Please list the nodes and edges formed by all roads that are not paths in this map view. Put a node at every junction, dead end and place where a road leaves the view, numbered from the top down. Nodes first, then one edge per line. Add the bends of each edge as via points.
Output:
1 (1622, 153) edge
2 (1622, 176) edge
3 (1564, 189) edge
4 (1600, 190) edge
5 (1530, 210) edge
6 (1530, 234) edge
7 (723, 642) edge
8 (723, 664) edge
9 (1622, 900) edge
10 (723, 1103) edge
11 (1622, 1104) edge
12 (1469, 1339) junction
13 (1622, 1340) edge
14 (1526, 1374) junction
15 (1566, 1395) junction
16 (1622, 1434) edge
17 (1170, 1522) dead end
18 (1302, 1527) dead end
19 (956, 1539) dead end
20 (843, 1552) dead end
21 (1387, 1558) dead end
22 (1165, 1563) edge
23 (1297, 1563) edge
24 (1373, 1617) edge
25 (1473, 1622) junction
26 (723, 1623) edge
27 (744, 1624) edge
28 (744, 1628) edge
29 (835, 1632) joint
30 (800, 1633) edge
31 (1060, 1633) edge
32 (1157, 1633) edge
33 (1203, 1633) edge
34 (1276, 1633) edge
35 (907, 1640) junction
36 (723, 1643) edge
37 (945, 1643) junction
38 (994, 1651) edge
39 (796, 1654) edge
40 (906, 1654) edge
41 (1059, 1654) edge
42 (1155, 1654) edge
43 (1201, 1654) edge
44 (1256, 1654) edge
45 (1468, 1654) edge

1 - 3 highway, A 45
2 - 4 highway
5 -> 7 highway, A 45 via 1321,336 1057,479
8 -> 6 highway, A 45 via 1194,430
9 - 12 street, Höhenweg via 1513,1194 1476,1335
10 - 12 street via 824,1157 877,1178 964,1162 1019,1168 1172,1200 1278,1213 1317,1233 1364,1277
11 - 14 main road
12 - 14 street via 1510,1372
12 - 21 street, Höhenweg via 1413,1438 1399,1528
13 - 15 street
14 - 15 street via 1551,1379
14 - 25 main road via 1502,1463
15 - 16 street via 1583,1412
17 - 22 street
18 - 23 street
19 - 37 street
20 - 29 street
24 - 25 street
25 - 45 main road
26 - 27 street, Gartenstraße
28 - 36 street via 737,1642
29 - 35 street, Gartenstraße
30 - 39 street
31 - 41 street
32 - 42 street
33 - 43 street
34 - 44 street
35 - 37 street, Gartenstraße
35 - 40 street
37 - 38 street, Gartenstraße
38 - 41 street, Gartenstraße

- **WHAT IS EXPECTED**: Reproduce each entry above exactly, keeping every word.

- **EXPECTED OUTPUT**:
Please list the nodes and edges formed by all roads that are not paths in this map view. Put a node at every junction, dead end and place where a road leaves the view, numbered from the top down. Nodes first, then one edge per line. Add the bends of each edge as via points.
Output:
1 (1622, 153) edge
2 (1622, 176) edge
3 (1564, 189) edge
4 (1600, 190) edge
5 (1530, 210) edge
6 (1530, 234) edge
7 (723, 642) edge
8 (723, 664) edge
9 (1622, 900) edge
10 (723, 1103) edge
11 (1622, 1104) edge
12 (1469, 1339) junction
13 (1622, 1340) edge
14 (1526, 1374) junction
15 (1566, 1395) junction
16 (1622, 1434) edge
17 (1170, 1522) dead end
18 (1302, 1527) dead end
19 (956, 1539) dead end
20 (843, 1552) dead end
21 (1387, 1558) dead end
22 (1165, 1563) edge
23 (1297, 1563) edge
24 (1373, 1617) edge
25 (1473, 1622) junction
26 (723, 1623) edge
27 (744, 1624) edge
28 (744, 1628) edge
29 (835, 1632) joint
30 (800, 1633) edge
31 (1060, 1633) edge
32 (1157, 1633) edge
33 (1203, 1633) edge
34 (1276, 1633) edge
35 (907, 1640) junction
36 (723, 1643) edge
37 (945, 1643) junction
38 (994, 1651) edge
39 (796, 1654) edge
40 (906, 1654) edge
41 (1059, 1654) edge
42 (1155, 1654) edge
43 (1201, 1654) edge
44 (1256, 1654) edge
45 (1468, 1654) edge

1 - 3 highway, A 45
2 - 4 highway
5 -> 7 highway, A 45 via 1321,336 1057,479
8 -> 6 highway, A 45 via 1194,430
9 - 12 street, Höhenweg via 1513,1194 1476,1335
10 - 12 street via 824,1157 877,1178 964,1162 1019,1168 1172,1200 1278,1213 1317,1233 1364,1277
11 - 14 main road
12 - 14 street via 1510,1372
12 - 21 street, Höhenweg via 1413,1438 1399,1528
13 - 15 street
14 - 15 street via 1551,1379
14 - 25 main road via 1502,1463
15 - 16 street via 1583,1412
17 - 22 street
18 - 23 street
19 - 37 street
20 - 29 street
24 - 25 street
25 - 45 main road
26 - 27 street, Gartenstraße
28 - 36 street via 737,1642
29 - 35 street, Gartenstraße
30 - 39 street
31 - 41 street
32 - 42 street
33 - 43 street
34 - 44 street
35 - 37 street, Gartenstraße
35 - 40 street
37 - 38 street, Gartenstraße
38 - 41 street, Gartenstraße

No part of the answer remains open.